詩とわたし。
はじめまして。
田山夢人(ゆめひと)と申します。
読みにきてくださってとても嬉しいです。ありがとうございます。
私は普段、神奈川県川崎市の麻生区の果てにポツンとある小さなカウンセリングオフィスで、日々、朝から晩まで、今まさに悩みを抱えていながらも前に進もうとされている方たちの相談に乗らせていただいております。
いわゆる、心理カウンセラーというお仕事です。
そんな私が、なぜ詩を書くのか。
私は小さい頃から勉強は得意じゃないし、スポーツもよろしくないし、といいつつも何だか優等生のようにふるまっていたし、それなりに周りからも期待はあったようにも思うんです。
でも、中身は伴っていないことを私自身は知っていますから、周りからの期待に対して、化けの皮が剥がれないよう、必死にそれっぽく頑張ってきていたのだと思います。
その頑張ってきたことのひとつに、「覚えること」がありました。何かを応用して考えるのは得意でありませんでしたから、とにかく覚えられるものは覚えよう、そんなところで努力をしていたように今では思います。
その中でも印象的なのが、「詩」です。
今でも忘れません。小学4年生のころの担任の先生がですね、毎回1日の終わり、帰りの会ありますでしょ。黒板に先生が選んだ「詩」を書くんです。
「はい、これを明日までに覚えてきてください」
次の日にどうなるかというと、帰りの会で先生の机の前に列ができまして、1人ずつ先生の前で昨日出された詩を暗唱するんです。それで暗唱できないと、覚えて暗唱できるようになるまで帰れない。これが毎日。
だから私も毎日必死に家で覚えました。
たとえば宮沢賢治さんの「雨ニモマケズ」なんかも覚えました。あれはね、長かった。何度も何度も口に出しては文字を見て、たまには紙に書いてみて覚えるなど、さまざま工夫して覚えた記憶があります。
あと印象的なのは島崎藤村さんの「初恋」。
詩のはじまりが、"まだあげ初めし前髪の、林檎のもとに見えしとき〜"から始まるんですが、この詩はよかったですね。なぜかというと七五調になっていて、歌に当てはめやすいんですよ。"もしもし亀よ、亀さんよ"の歌でも歌えてしまう。時にはそうして、歌いながら覚えたこともありました。

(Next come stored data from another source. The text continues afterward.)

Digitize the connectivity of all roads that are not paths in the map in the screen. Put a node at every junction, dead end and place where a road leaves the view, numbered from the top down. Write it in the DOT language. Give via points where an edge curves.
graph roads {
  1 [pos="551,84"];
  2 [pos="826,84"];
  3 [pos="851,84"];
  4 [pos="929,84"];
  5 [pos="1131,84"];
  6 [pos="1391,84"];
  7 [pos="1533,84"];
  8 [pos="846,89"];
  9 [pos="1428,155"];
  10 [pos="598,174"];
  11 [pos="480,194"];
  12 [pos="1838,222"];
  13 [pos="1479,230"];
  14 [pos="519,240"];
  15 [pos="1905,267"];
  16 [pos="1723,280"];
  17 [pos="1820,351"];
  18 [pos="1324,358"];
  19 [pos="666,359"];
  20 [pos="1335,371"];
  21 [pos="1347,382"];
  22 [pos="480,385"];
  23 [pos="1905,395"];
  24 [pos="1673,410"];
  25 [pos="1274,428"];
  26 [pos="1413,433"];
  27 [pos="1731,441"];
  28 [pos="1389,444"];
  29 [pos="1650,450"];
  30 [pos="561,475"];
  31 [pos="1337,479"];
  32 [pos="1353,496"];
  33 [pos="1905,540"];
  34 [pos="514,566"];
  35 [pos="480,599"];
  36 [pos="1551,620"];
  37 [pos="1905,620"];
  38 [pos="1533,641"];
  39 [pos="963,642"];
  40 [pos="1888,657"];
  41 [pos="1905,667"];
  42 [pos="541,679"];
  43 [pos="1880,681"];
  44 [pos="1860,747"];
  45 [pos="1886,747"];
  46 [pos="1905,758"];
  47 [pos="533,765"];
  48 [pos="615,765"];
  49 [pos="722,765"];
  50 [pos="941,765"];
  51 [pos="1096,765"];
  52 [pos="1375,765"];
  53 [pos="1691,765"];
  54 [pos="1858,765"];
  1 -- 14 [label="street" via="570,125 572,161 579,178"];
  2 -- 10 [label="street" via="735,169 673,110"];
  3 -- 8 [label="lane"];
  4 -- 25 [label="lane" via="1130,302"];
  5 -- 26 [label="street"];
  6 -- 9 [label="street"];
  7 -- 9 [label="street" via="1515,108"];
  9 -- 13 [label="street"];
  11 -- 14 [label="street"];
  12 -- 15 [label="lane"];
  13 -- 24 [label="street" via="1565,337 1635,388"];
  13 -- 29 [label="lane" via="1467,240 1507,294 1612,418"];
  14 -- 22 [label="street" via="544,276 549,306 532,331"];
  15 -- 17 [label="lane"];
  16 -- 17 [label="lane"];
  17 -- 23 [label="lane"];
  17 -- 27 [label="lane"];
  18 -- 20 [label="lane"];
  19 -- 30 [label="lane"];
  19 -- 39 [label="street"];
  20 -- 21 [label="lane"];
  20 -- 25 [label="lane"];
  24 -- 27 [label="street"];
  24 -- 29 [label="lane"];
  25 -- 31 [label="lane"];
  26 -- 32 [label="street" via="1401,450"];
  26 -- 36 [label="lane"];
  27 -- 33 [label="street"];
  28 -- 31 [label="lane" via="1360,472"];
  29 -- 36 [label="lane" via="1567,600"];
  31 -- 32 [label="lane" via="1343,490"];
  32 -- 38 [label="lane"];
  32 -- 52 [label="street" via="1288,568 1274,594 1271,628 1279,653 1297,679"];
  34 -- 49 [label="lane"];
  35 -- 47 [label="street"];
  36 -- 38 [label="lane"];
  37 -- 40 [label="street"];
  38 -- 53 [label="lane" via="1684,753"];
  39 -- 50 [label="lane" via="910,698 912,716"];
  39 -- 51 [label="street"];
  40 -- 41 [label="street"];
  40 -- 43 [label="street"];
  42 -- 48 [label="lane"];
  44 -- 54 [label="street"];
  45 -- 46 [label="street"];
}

そんな経験が、中学高校あたりでは「暗記力を鍛えられたよね」程度に思っていたんですが、大学を出て、元いた道に挫折をし、自分に自信を失い、心理学に出会い、今の道にたどりついたとき、「言葉の持つ力は素晴らしい」「覚えやすいし、伝える力がある」と、以前は見えなかった詩の魅力に出会うことができました。
私は仕事柄、「よい人間関係」を築くための考え方や技術を、カウンセリングはじめ、勉強会、講座など、さまざまなスタイルでお伝えする機会があります。
そんなときに、ただ教科書のように文字がズラリと書いてあるのでは覚えづらいし、ふとしたときに口ずさんで思い出せるようだと、なんだか素敵じゃないですか。
私が心理学を学んでいたときの尊敬する先生もポエムを採用しておりましたんで、もろに影響を受けてみることにいたしました。
そんなわけで、私が作るテキストなどでポエム調に作ってみたこともあるし、個人的にこっそりと詩を書き留めることもあったわけです。
そんなことをしてきましたら、今あらためて私は言葉が好きなんだな、私は詩が好きなんだなということにも気がつきました。
そこに気がついてしまっては、こうしてはいられない。
これからnoteという場に、少し恥ずかしい気持ちはあるのですが、勇気を出しまして、ちょこちょこと私の頭の中にある言葉を詩にまとめて置いていこうと思います。
ちっぽけなカウンセリングオフィスでぼちぼちとカウンセリングを続けている、何者でもないただのカウンセラーの詩ですが、そんな詩が、誰かと幸せに生きるための一助になれば幸です。
これからのお付き合いのほど、よろしくお願いいたします。